Dataset entries
++++++++++

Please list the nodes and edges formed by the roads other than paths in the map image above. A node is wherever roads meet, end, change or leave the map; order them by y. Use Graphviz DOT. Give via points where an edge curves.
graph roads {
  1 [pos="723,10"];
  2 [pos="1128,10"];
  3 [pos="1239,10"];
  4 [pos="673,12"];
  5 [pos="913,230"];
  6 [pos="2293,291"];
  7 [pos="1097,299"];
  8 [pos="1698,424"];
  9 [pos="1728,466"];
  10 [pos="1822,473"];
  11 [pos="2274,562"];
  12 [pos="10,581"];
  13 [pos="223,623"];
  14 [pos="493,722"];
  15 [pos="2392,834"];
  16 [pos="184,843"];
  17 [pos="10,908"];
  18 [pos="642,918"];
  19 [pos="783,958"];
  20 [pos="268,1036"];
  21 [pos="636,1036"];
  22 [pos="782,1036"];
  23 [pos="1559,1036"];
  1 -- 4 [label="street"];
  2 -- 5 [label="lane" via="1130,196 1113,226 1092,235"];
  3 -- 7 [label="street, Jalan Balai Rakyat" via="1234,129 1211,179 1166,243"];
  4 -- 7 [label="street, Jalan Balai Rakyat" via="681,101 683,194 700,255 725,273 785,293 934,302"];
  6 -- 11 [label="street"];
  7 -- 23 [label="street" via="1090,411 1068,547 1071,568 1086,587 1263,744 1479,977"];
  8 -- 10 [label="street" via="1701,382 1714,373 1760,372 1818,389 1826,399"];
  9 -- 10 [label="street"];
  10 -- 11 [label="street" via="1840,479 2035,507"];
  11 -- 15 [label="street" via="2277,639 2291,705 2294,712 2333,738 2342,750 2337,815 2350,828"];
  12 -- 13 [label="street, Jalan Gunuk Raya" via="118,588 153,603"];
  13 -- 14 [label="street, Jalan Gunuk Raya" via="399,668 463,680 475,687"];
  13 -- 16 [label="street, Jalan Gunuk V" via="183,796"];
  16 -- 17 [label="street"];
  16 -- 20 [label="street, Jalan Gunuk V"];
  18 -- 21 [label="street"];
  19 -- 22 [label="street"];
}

++++++++++

→ Task requirements
Take every line from the data that includes the word "roads".

→ Answer box
Please list the nodes and edges formed by the roads other than paths in the map image above. A node is wherever roads meet, end, change or leave the map; order them by y. Use Graphviz DOT. Give via points where an edge curves.
graph roads {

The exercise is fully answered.